# HELP! Too attached to his toy, won't eat or go for a walk



## yeagerbum (Apr 20, 2010)

Hi! I haven't been here for a while and I hope everyone is doing well! I have a situation that is escalating quickly here. Starting from yesterday noon I noticed that Yeager was behaving strangely because he usually follows me to the door when I leave, but instead he was just sitting in front of his favorite toy. Then last night, he wouldn't come into my room to sleep, but would rather be next to his toy, he whimpered for it until I opened the door and gave him the toy. He was still eating and going out for walks so I wasn't too worried.

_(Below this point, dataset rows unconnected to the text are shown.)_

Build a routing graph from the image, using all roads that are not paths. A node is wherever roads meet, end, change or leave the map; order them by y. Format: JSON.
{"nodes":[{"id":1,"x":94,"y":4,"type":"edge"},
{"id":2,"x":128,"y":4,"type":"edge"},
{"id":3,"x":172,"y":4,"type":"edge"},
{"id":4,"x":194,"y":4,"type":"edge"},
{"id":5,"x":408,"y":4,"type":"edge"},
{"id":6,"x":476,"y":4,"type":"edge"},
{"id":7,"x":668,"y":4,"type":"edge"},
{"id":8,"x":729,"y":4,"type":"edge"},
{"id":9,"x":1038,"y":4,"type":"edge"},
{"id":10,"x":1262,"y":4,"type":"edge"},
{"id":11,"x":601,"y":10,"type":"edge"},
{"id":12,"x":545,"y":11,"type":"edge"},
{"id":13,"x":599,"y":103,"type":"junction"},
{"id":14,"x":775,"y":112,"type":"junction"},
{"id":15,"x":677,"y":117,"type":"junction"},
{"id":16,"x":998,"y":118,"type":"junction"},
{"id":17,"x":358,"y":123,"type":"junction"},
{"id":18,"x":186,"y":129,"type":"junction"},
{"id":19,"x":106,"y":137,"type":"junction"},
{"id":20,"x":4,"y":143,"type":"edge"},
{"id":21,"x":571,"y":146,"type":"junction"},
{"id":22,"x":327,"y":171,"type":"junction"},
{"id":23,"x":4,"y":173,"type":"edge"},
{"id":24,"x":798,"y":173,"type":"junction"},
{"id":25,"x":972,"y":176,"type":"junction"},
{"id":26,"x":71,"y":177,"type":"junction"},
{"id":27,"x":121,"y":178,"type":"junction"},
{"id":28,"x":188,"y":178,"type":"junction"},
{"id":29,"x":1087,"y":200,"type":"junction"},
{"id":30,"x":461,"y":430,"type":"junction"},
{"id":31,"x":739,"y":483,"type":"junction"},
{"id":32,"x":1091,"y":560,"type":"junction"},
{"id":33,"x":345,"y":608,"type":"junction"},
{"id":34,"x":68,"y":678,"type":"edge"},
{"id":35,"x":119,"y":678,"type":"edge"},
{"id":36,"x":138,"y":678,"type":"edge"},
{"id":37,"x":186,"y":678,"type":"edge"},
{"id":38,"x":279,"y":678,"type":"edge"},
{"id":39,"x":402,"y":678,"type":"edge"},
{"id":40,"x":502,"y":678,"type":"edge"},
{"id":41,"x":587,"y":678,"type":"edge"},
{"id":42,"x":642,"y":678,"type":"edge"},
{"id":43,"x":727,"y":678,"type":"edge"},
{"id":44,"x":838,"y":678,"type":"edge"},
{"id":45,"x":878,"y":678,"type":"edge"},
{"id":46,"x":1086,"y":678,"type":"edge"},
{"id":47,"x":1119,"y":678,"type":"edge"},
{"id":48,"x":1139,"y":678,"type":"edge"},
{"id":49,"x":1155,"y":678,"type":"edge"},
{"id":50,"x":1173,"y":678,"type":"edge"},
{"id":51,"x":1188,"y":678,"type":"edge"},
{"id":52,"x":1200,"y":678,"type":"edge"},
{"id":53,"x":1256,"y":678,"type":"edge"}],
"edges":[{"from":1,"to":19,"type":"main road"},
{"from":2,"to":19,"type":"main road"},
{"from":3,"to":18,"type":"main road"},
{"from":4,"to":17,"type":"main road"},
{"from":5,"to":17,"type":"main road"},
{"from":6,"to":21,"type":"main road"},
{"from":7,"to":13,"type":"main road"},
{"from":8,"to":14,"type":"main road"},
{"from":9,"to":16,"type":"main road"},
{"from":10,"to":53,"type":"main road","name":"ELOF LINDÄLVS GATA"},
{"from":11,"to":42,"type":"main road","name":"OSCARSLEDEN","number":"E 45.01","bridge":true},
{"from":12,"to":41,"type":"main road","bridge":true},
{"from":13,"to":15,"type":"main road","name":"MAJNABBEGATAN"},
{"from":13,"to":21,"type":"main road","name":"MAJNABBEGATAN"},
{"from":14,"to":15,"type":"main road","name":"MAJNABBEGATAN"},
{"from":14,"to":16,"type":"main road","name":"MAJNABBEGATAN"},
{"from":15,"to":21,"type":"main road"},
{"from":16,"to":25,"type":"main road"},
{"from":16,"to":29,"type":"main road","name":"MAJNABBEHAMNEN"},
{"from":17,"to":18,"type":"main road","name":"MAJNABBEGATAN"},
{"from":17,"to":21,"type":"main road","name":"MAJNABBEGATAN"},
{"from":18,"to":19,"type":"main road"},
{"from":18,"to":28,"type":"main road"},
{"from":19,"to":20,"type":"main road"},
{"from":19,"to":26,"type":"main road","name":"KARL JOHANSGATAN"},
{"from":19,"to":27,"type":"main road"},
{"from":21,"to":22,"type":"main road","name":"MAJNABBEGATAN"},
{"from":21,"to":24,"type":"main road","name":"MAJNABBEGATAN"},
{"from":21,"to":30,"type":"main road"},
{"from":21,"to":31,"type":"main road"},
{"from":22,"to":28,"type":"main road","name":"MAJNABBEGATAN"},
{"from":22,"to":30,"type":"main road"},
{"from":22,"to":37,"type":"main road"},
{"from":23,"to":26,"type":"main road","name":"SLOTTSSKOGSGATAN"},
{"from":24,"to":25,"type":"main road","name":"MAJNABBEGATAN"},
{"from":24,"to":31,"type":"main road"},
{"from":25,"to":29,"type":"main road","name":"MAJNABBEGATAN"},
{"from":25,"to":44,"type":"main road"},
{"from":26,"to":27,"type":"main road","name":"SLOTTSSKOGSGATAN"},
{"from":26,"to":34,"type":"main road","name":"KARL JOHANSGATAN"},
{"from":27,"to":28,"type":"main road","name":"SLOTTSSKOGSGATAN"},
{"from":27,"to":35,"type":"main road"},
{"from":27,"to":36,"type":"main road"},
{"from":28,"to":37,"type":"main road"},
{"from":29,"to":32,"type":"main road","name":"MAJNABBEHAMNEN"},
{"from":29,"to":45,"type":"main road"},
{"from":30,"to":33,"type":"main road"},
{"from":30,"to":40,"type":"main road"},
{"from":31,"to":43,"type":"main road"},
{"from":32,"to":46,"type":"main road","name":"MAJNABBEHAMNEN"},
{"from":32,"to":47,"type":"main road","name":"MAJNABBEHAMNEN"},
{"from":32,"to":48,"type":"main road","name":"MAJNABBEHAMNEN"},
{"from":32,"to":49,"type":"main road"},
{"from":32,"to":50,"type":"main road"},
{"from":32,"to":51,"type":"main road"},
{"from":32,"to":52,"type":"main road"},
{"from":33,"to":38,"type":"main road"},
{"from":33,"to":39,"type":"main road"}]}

This morning, he ran back from our walk to make sure his toy is okay and wouldn't let it out of his sight for a second. He would start trembling if I looked at him, I think he was afraid I'd take away his toy. He became very protective of it and would threaten to bite if family members went the toy's direction. I couldn't get him to play chase with me, eat dinner, or go out for his afternoon walk which is extremely strange. Now he's not trembling anymore, but would still not do anything without running back into the room to make sure his toy is still there. Oh and he whimpers randomly..even when he's staring at the horse...

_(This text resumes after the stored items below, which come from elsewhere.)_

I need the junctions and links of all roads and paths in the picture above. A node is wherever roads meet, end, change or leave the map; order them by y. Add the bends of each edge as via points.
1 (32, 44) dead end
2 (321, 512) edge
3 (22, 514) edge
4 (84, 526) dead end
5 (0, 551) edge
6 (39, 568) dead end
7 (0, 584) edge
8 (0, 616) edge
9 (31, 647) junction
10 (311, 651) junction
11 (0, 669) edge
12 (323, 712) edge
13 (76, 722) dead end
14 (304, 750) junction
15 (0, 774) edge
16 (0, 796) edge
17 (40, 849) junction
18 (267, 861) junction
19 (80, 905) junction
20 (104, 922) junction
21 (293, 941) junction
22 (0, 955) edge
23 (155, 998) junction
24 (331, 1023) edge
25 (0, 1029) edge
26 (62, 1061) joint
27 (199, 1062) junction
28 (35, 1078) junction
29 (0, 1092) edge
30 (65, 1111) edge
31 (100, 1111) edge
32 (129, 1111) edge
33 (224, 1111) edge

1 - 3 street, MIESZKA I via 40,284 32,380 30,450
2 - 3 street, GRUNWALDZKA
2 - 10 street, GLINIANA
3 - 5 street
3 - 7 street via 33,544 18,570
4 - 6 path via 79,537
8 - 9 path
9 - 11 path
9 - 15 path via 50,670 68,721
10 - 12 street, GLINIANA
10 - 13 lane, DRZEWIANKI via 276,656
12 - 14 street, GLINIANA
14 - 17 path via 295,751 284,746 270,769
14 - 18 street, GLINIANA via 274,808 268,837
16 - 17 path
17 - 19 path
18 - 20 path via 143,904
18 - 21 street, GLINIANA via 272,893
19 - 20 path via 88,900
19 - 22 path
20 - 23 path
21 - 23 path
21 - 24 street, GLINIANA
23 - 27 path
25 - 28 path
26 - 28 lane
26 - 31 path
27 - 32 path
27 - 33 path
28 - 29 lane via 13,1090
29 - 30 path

What's going on here? I'm very worried, he's finally napping now but he seemed anxious for the day. Should I hide his toy? I tried hiding it to see if he would go back to normal but he just anxiously sniffed everywhere and even threw up. Also, I have to go out of country next week and leave him with my parents for 3 weeks, I haven't even packed yet and I'm afraid packing will make him even more anxious. Sorry for the long post, but I'm so worried and confused now :smhelp: any insight would be appreciated, thanks!


----------



## Snowbody (Jan 3, 2009)

Sarah - good to see you again but too bad it's for a problem. Never heard anything like that. The only two things that come to mind is if he hurt himself somehow -- because of the trembling, not acting normal and throwing up. Any idea if he could have gotten hurt? Am thinking he might go to his favorite toy for comfort. How long has he had the toy? Has it always been a favorite? Number 2 would be if he knows you're leaving. Have you been packing at all? Suitcases out. Unusual clothes that he associates with you leaving or getting specially dressed up? Tyler knows when I put on my shoes (vs slippers I wear at home) that I'm going out and he wants to go. So that's all I could think but I know there are many others here who are far more knowledgeable. Hope everything will be fine before you leave.


----------



## yeagerbum (Apr 20, 2010)

Snowbody said:


> Sarah - good to see you again but too bad it's for a problem. Never heard anything like that. The only two things that come to mind is if he hurt himself somehow -- because of the trembling, not acting normal and throwing up. Any idea if he could have gotten hurt? Am thinking he might go to his favorite toy for comfort. How long has he had the toy? Has it always been a favorite? Number 2 would be if he knows you're leaving. Have you been packing at all? Suitcases out. Unusual clothes that he associates with you leaving or getting specially dressed up? Tyler knows when I put on my shoes (vs slippers I wear at home) that I'm going out and he wants to go. So that's all I could think but I know there are many others here who are far more knowledgeable. Hope everything will be fine before you leave.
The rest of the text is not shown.